RECORDS PROVIDED below:

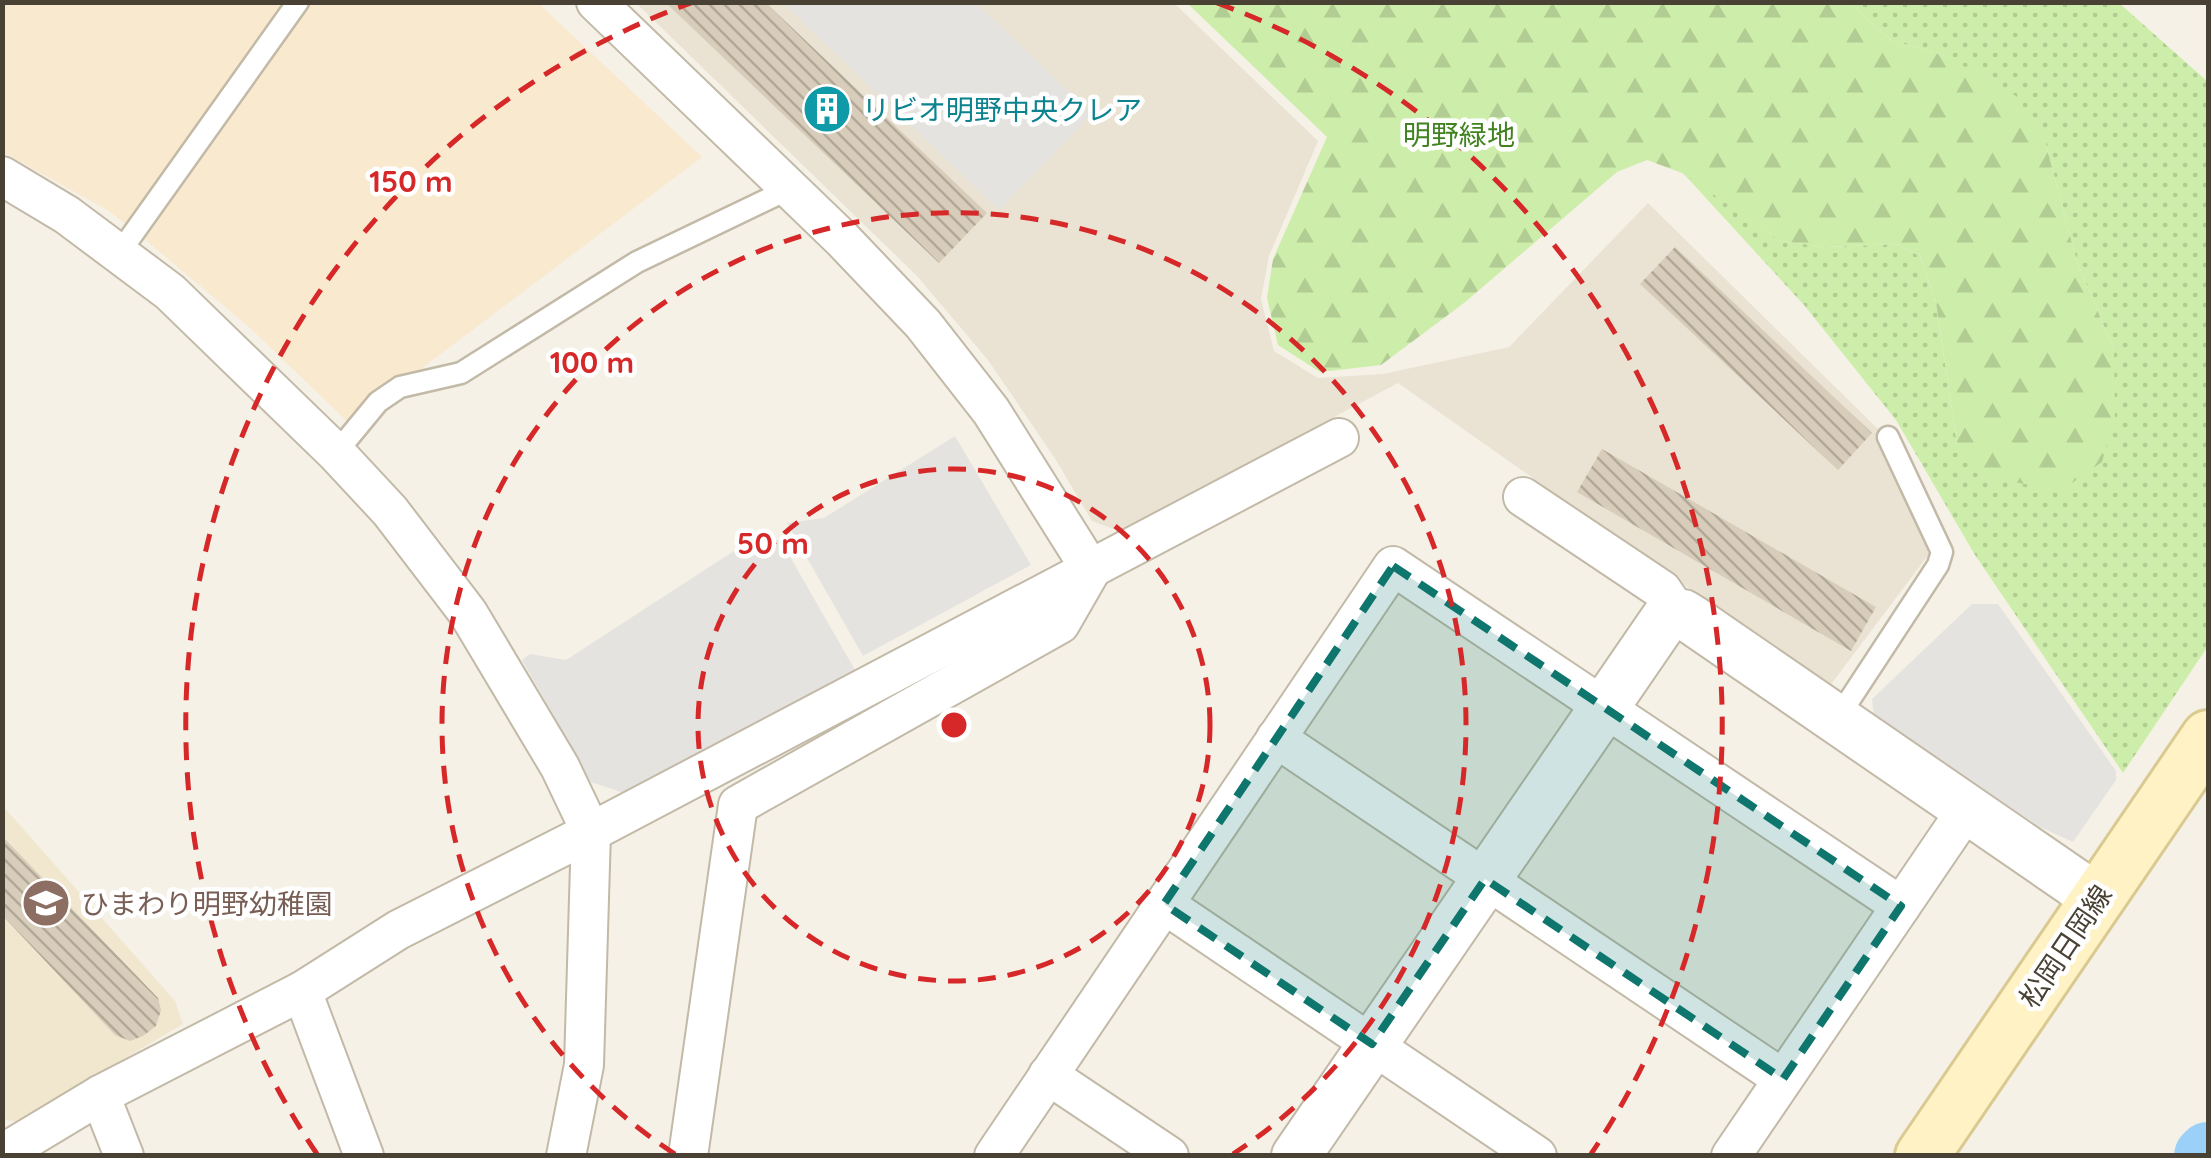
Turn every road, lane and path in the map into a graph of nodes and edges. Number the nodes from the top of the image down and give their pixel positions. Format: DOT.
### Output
graph roads {
  1 [pos="298,2"];
  2 [pos="596,2"];
  3 [pos="2,176"];
  4 [pos="789,189"];
  5 [pos="120,252"];
  6 [pos="1888,436"];
  7 [pos="1339,438"];
  8 [pos="336,453"];
  9 [pos="1523,497"];
  10 [pos="1091,570"];
  11 [pos="1677,612"];
  12 [pos="1603,707"];
  13 [pos="1837,719"];
  14 [pos="2208,736"];
  15 [pos="1276,738"];
  16 [pos="1968,809"];
  17 [pos="592,832"];
  18 [pos="1485,878"];
  19 [pos="2098,899"];
  20 [pos="1164,904"];
  21 [pos="1901,906"];
  22 [pos="302,991"];
  23 [pos="1372,1044"];
  24 [pos="1048,1075"];
  25 [pos="1783,1080"];
  26 [pos="100,1095"];
  27 [pos="2,1154"];
  28 [pos="124,1156"];
  29 [pos="364,1156"];
  30 [pos="566,1156"];
  31 [pos="688,1156"];
  32 [pos="994,1156"];
  33 [pos="1168,1156"];
  34 [pos="1296,1156"];
  35 [pos="1537,1156"];
  36 [pos="1731,1156"];
  37 [pos="1922,1156"];
  1 -- 5 [label="lane"];
  2 -- 4 [label="street"];
  3 -- 5 [label="street"];
  4 -- 8 [label="lane"];
  4 -- 10 [label="street"];
  5 -- 8 [label="street"];
  6 -- 13 [label="lane"];
  7 -- 10 [label="street"];
  8 -- 17 [label="street"];
  9 -- 11 [label="street"];
  10 -- 17 [label="street"];
  10 -- 31 [label="street"];
  11 -- 12 [label="street"];
  11 -- 13 [label="street"];
  12 -- 15 [label="street"];
  12 -- 18 [label="street"];
  12 -- 21 [label="street"];
  13 -- 16 [label="street"];
  14 -- 19 [label="main road, 松岡日岡線"];
  15 -- 18 [label="street"];
  15 -- 20 [label="street"];
  16 -- 19 [label="street"];
  16 -- 21 [label="street"];
  17 -- 22 [label="street"];
  17 -- 30 [label="street"];
  18 -- 23 [label="street"];
  18 -- 25 [label="street"];
  19 -- 37 [label="main road, 松岡日岡線"];
  20 -- 23 [label="street"];
  20 -- 24 [label="street"];
  21 -- 25 [label="street"];
  22 -- 26 [label="street"];
  22 -- 29 [label="street"];
  23 -- 34 [label="street"];
  23 -- 35 [label="street"];
  24 -- 32 [label="street"];
  24 -- 33 [label="street"];
  25 -- 36 [label="street"];
  26 -- 27 [label="street"];
  26 -- 28 [label="street"];
}
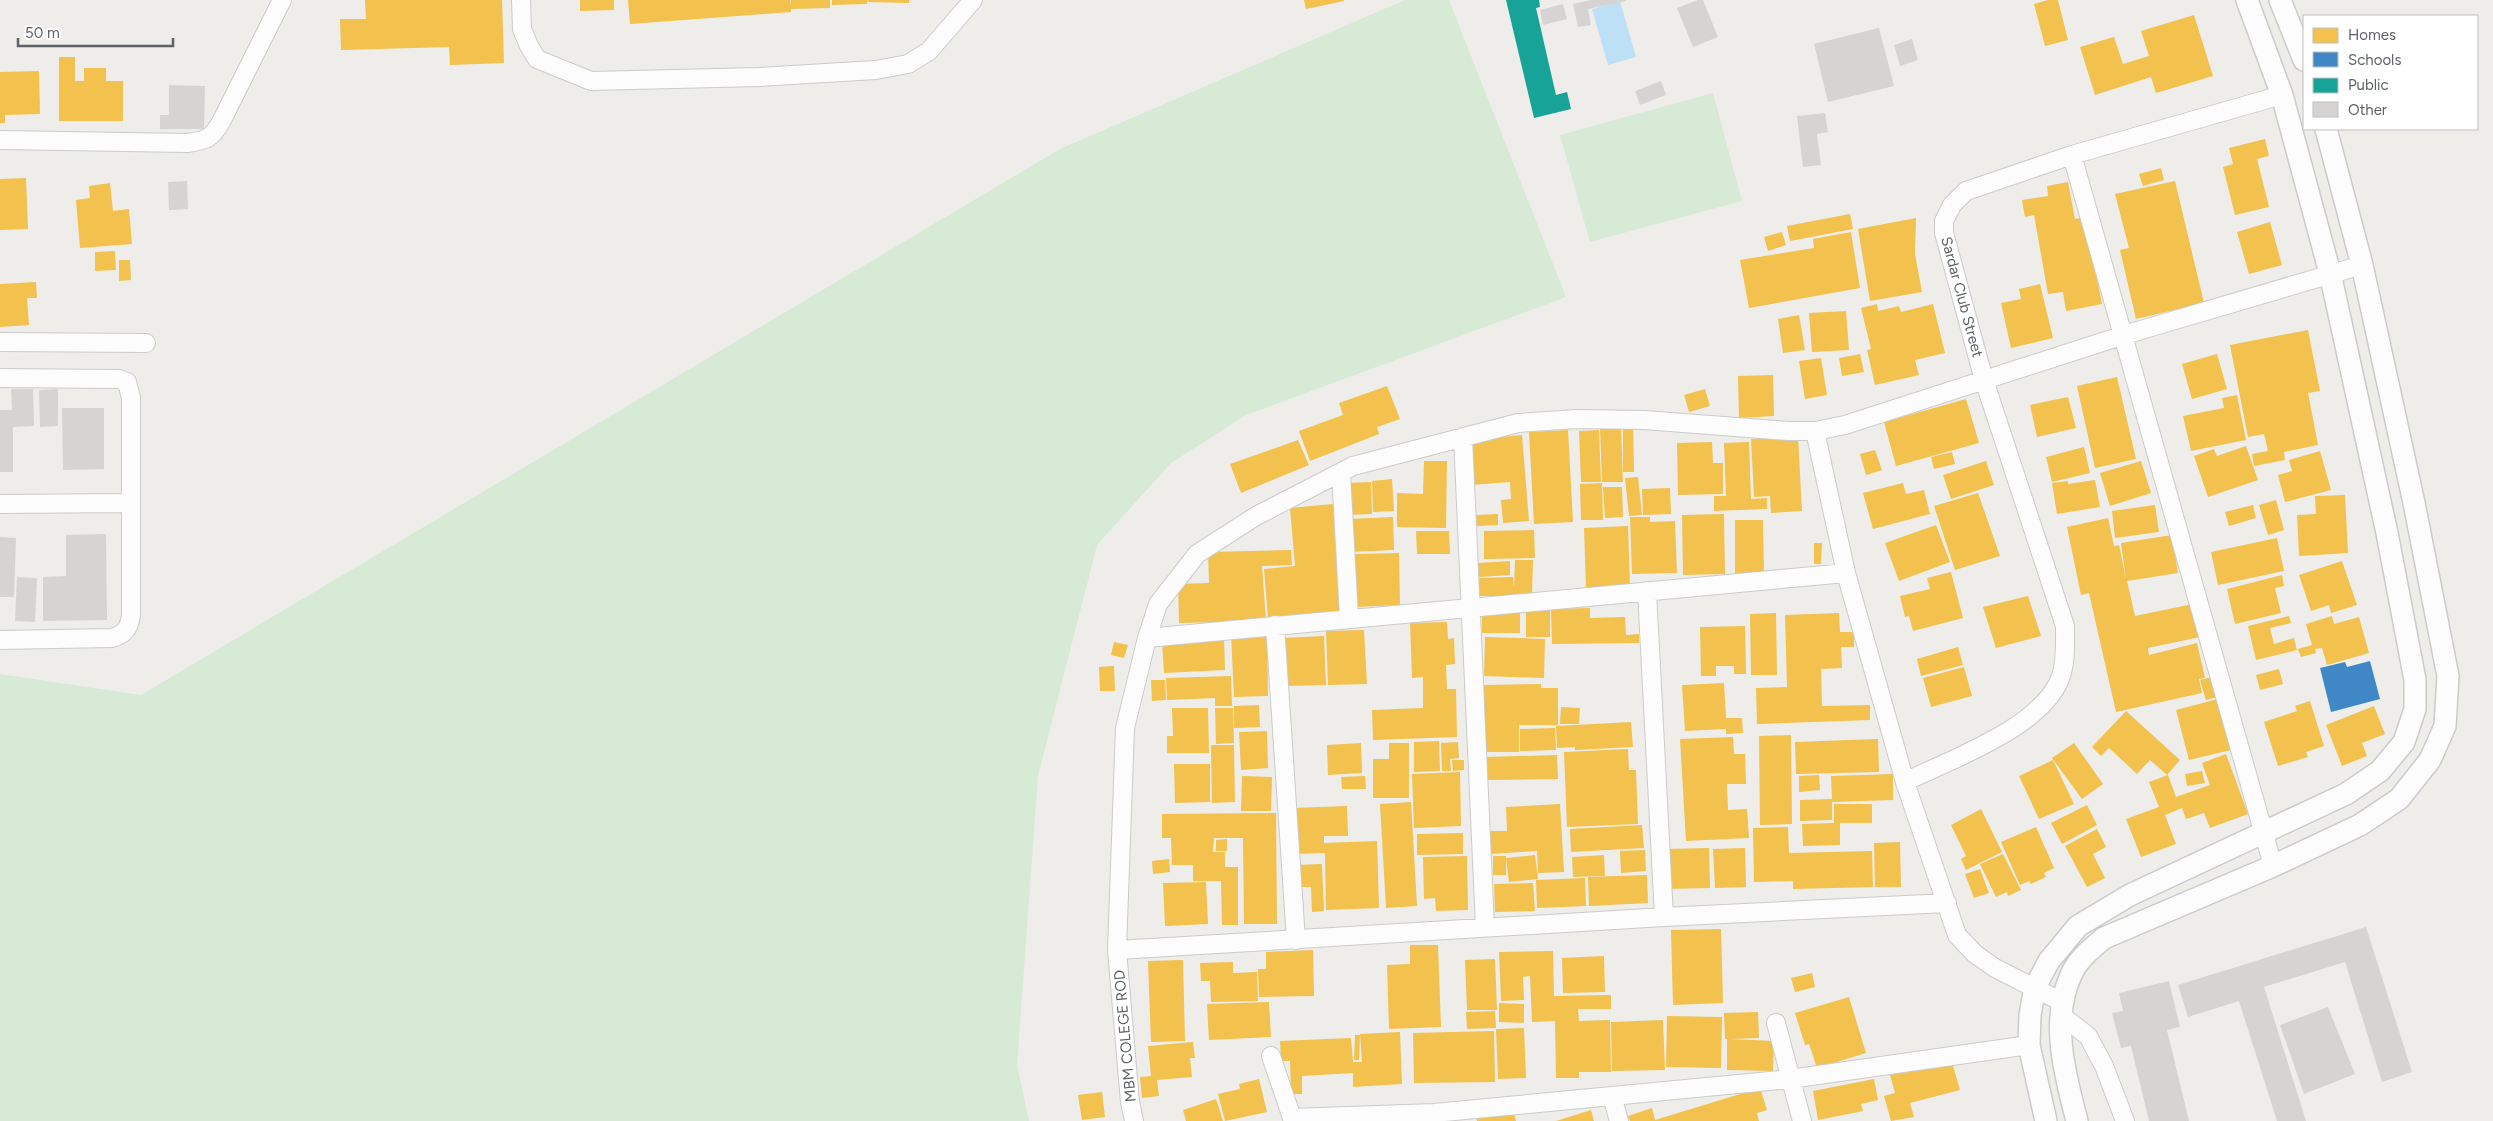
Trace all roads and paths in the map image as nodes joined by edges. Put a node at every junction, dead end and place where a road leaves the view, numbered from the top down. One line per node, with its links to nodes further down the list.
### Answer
1 (282, 0): 9 (street)
2 (521, 0): 3 (street)
3 (973, 0)
4 (2247, 0): 7 (street)
5 (2280, 0): 6 (street)
6 (2303, 58)
7 (2282, 95): 10 (street); 12 (street)
8 (2326, 130): 11 (street)
9 (0, 140)
10 (2072, 155): 13 (street); 17 (street, Sardar Club Street)
11 (2362, 265): 12 (street, MBM COLEGE ROD); 32 (street)
12 (2330, 273): 13 (street, MBM COLEGE ROD); 31 (street)
13 (2124, 335): 17 (street, MBM COLEGE ROD); 31 (street)
14 (0, 342): 15 (street)
15 (146, 343)
16 (0, 378): 21 (street)
17 (1984, 380): 18 (street, MBM COLEGE ROD); 30 (street, Sardar Club Street)
18 (1815, 431): 19 (street, MBM COLEGE ROD); 23 (street)
19 (1463, 437): 20 (street, MBM COLEGE ROD); 25 (street)
20 (1341, 473): 26 (street); 28 (street, MBM COLEGE ROD)
21 (130, 503): 22 (street); 29 (street)
22 (0, 504)
23 (1846, 573): 24 (street); 30 (street)
24 (1647, 591): 25 (street); 34 (street)
25 (1472, 607): 26 (street); 35 (street)
26 (1349, 617): 27 (street)
27 (1275, 625): 28 (street); 36 (street)
28 (1147, 638): 37 (street, MBM COLEGE ROD)
29 (0, 640)
30 (1905, 782): 33 (street)
31 (2264, 834): 32 (street); 38 (street)
32 (2273, 866): 39 (street)
33 (1946, 903): 34 (street); 38 (street)
34 (1664, 917): 35 (street)
35 (1485, 928): 36 (street)
36 (1296, 940): 37 (street)
37 (1117, 950): 47 (street, MBM COLEGE ROD)
38 (2035, 987): 39 (street); 41 (street)
39 (2062, 1009): 51 (street); 52 (street)
40 (1776, 1023): 43 (street)
41 (2029, 1045): 43 (street); 50 (street)
42 (1271, 1056): 46 (street)
43 (1790, 1079): 44 (street); 49 (street)
44 (1612, 1096): 45 (street); 48 (street)
45 (1435, 1117): 46 (street)
46 (1293, 1120)
47 (1134, 1121)
48 (1619, 1121)
49 (1802, 1121)
50 (2046, 1121)
51 (2077, 1121)
52 (2125, 1121)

End of RECORDS PROVIDED.

**PROBLEM DESCRIPTION**
What is needed is a verbatim copy of the entries, leaving out any pictures.

**TASK RESULT**
Turn every road, lane and path in the map into a graph of nodes and edges. Number the nodes from the top of the image down and give their pixel positions. Format: DOT.
### Output
graph roads {
  1 [pos="298,2"];
  2 [pos="596,2"];
  3 [pos="2,176"];
  4 [pos="789,189"];
  5 [pos="120,252"];
  6 [pos="1888,436"];
  7 [pos="1339,438"];
  8 [pos="336,453"];
  9 [pos="1523,497"];
  10 [pos="1091,570"];
  11 [pos="1677,612"];
  12 [pos="1603,707"];
  13 [pos="1837,719"];
  14 [pos="2208,736"];
  15 [pos="1276,738"];
  16 [pos="1968,809"];
  17 [pos="592,832"];
  18 [pos="1485,878"];
  19 [pos="2098,899"];
  20 [pos="1164,904"];
  21 [pos="1901,906"];
  22 [pos="302,991"];
  23 [pos="1372,1044"];
  24 [pos="1048,1075"];
  25 [pos="1783,1080"];
  26 [pos="100,1095"];
  27 [pos="2,1154"];
  28 [pos="124,1156"];
  29 [pos="364,1156"];
  30 [pos="566,1156"];
  31 [pos="688,1156"];
  32 [pos="994,1156"];
  33 [pos="1168,1156"];
  34 [pos="1296,1156"];
  35 [pos="1537,1156"];
  36 [pos="1731,1156"];
  37 [pos="1922,1156"];
  1 -- 5 [label="lane"];
  2 -- 4 [label="street"];
  3 -- 5 [label="street"];
  4 -- 8 [label="lane"];
  4 -- 10 [label="street"];
  5 -- 8 [label="street"];
  6 -- 13 [label="lane"];
  7 -- 10 [label="street"];
  8 -- 17 [label="street"];
  9 -- 11 [label="street"];
  10 -- 17 [label="street"];
  10 -- 31 [label="street"];
  11 -- 12 [label="street"];
  11 -- 13 [label="street"];
  12 -- 15 [label="street"];
  12 -- 18 [label="street"];
  12 -- 21 [label="street"];
  13 -- 16 [label="street"];
  14 -- 19 [label="main road, 松岡日岡線"];
  15 -- 18 [label="street"];
  15 -- 20 [label="street"];
  16 -- 19 [label="street"];
  16 -- 21 [label="street"];
  17 -- 22 [label="street"];
  17 -- 30 [label="street"];
  18 -- 23 [label="street"];
  18 -- 25 [label="street"];
  19 -- 37 [label="main road, 松岡日岡線"];
  20 -- 23 [label="street"];
  20 -- 24 [label="street"];
  21 -- 25 [label="street"];
  22 -- 26 [label="street"];
  22 -- 29 [label="street"];
  23 -- 34 [label="street"];
  23 -- 35 [label="street"];
  24 -- 32 [label="street"];
  24 -- 33 [label="street"];
  25 -- 36 [label="street"];
  26 -- 27 [label="street"];
  26 -- 28 [label="street"];
}
Trace all roads and paths in the map image as nodes joined by edges. Put a node at every junction, dead end and place where a road leaves the view, numbered from the top down. One line per node, with its links to nodes further down the list.
### Answer
1 (282, 0): 9 (street)
2 (521, 0): 3 (street)
3 (973, 0)
4 (2247, 0): 7 (street)
5 (2280, 0): 6 (street)
6 (2303, 58)
7 (2282, 95): 10 (street); 12 (street)
8 (2326, 130): 11 (street)
9 (0, 140)
10 (2072, 155): 13 (street); 17 (street, Sardar Club Street)
11 (2362, 265): 12 (street, MBM COLEGE ROD); 32 (street)
12 (2330, 273): 13 (street, MBM COLEGE ROD); 31 (street)
13 (2124, 335): 17 (street, MBM COLEGE ROD); 31 (street)
14 (0, 342): 15 (street)
15 (146, 343)
16 (0, 378): 21 (street)
17 (1984, 380): 18 (street, MBM COLEGE ROD); 30 (street, Sardar Club Street)
18 (1815, 431): 19 (street, MBM COLEGE ROD); 23 (street)
19 (1463, 437): 20 (street, MBM COLEGE ROD); 25 (street)
20 (1341, 473): 26 (street); 28 (street, MBM COLEGE ROD)
21 (130, 503): 22 (street); 29 (street)
22 (0, 504)
23 (1846, 573): 24 (street); 30 (street)
24 (1647, 591): 25 (street); 34 (street)
25 (1472, 607): 26 (street); 35 (street)
26 (1349, 617): 27 (street)
27 (1275, 625): 28 (street); 36 (street)
28 (1147, 638): 37 (street, MBM COLEGE ROD)
29 (0, 640)
30 (1905, 782): 33 (street)
31 (2264, 834): 32 (street); 38 (street)
32 (2273, 866): 39 (street)
33 (1946, 903): 34 (street); 38 (street)
34 (1664, 917): 35 (street)
35 (1485, 928): 36 (street)
36 (1296, 940): 37 (street)
37 (1117, 950): 47 (street, MBM COLEGE ROD)
38 (2035, 987): 39 (street); 41 (street)
39 (2062, 1009): 51 (street); 52 (street)
40 (1776, 1023): 43 (street)
41 (2029, 1045): 43 (street); 50 (street)
42 (1271, 1056): 46 (street)
43 (1790, 1079): 44 (street); 49 (street)
44 (1612, 1096): 45 (street); 48 (street)
45 (1435, 1117): 46 (street)
46 (1293, 1120)
47 (1134, 1121)
48 (1619, 1121)
49 (1802, 1121)
50 (2046, 1121)
51 (2077, 1121)
52 (2125, 1121)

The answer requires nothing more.